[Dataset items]
*** Begin section ***
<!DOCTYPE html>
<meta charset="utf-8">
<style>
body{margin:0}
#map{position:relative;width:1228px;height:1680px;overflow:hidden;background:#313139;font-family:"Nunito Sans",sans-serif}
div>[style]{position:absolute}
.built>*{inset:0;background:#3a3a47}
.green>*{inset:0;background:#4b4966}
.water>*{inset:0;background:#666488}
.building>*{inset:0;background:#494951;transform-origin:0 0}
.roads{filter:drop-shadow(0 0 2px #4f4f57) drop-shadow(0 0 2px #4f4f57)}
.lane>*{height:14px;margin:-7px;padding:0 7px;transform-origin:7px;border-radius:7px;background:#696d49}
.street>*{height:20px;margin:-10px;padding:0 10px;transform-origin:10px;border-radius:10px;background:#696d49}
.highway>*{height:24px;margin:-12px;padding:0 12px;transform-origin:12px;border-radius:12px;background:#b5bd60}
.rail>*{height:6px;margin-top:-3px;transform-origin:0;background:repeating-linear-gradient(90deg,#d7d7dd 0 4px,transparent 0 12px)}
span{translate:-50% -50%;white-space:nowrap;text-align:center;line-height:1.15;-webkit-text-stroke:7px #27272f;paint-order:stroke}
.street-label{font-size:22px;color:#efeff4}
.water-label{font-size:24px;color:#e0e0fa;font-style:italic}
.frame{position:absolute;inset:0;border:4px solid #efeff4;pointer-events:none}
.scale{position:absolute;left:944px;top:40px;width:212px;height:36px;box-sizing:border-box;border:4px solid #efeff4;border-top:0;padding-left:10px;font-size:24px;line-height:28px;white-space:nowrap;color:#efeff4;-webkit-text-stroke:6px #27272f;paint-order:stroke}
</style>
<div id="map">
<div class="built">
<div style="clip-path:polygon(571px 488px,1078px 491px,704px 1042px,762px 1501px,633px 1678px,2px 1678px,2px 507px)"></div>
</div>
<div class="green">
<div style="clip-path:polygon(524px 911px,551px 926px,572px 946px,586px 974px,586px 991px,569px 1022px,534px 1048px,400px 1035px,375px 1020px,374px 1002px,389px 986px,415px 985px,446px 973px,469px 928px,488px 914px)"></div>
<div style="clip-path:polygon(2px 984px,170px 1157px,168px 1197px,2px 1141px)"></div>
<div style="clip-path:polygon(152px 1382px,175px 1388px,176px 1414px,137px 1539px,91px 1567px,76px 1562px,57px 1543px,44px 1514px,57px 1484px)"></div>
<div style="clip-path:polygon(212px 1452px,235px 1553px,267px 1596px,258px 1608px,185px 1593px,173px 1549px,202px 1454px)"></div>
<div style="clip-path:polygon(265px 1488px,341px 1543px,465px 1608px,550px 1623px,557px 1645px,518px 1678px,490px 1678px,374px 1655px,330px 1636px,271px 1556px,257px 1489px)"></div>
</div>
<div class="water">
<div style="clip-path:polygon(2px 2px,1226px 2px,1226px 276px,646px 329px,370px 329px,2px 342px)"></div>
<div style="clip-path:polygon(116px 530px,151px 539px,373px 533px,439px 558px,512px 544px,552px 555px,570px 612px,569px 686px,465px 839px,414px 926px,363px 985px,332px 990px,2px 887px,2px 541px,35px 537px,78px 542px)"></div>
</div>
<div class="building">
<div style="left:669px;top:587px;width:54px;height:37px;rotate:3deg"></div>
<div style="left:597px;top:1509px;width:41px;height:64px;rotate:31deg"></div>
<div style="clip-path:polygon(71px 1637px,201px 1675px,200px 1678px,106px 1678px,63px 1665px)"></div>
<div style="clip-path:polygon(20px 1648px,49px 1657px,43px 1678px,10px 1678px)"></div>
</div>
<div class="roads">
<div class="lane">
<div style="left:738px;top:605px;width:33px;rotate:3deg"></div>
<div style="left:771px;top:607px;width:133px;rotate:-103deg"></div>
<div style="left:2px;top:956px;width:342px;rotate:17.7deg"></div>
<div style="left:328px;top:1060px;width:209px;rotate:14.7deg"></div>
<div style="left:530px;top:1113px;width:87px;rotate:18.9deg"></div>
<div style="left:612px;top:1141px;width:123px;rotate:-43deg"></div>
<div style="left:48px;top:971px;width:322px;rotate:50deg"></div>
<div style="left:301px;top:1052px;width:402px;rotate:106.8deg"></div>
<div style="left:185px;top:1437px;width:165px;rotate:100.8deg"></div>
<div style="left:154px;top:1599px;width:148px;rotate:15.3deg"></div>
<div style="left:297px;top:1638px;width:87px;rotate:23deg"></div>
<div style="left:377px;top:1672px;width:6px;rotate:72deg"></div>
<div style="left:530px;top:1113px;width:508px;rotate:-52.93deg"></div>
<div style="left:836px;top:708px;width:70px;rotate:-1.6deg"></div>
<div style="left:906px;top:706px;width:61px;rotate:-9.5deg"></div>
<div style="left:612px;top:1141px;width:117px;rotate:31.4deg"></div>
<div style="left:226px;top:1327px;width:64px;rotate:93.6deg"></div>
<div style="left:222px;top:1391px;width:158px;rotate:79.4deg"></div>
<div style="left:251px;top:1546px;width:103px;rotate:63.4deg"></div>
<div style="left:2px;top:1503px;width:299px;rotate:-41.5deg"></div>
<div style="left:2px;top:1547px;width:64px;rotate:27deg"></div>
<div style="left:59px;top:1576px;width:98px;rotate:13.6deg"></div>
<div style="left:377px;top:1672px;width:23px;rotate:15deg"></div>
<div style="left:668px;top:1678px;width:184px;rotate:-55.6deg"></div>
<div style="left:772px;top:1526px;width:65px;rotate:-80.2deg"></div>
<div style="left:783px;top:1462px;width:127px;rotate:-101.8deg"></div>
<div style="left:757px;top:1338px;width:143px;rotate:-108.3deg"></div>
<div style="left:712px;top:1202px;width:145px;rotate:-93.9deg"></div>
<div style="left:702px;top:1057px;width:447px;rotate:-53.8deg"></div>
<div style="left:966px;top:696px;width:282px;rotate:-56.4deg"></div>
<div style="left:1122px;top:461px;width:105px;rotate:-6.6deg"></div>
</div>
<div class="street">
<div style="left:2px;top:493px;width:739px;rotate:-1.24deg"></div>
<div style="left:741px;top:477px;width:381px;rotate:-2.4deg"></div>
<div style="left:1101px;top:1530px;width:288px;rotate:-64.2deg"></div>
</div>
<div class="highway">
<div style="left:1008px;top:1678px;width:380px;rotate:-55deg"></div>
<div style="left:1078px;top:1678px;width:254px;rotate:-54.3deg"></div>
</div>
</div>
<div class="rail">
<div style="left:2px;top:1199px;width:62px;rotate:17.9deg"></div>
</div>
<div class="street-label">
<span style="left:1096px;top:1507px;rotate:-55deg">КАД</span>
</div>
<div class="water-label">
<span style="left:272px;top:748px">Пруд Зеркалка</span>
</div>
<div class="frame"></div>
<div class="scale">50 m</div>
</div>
*** End section ***
What you are asked to do: Transcribe, word for word, the data above from its first line through the line with "2px #4f4f57) drop-shadow(0", and include nothing else.

Solution:
<!DOCTYPE html>
<meta charset="utf-8">
<style>
body{margin:0}
#map{position:relative;width:1228px;height:1680px;overflow:hidden;background:#313139;font-family:"Nunito Sans",sans-serif}
div>[style]{position:absolute}
.built>*{inset:0;background:#3a3a47}
.green>*{inset:0;background:#4b4966}
.water>*{inset:0;background:#666488}
.building>*{inset:0;background:#494951;transform-origin:0 0}
.roads{filter:drop-shadow(0 0 2px #4f4f57) drop-shadow(0 0 2px #4f4f57)}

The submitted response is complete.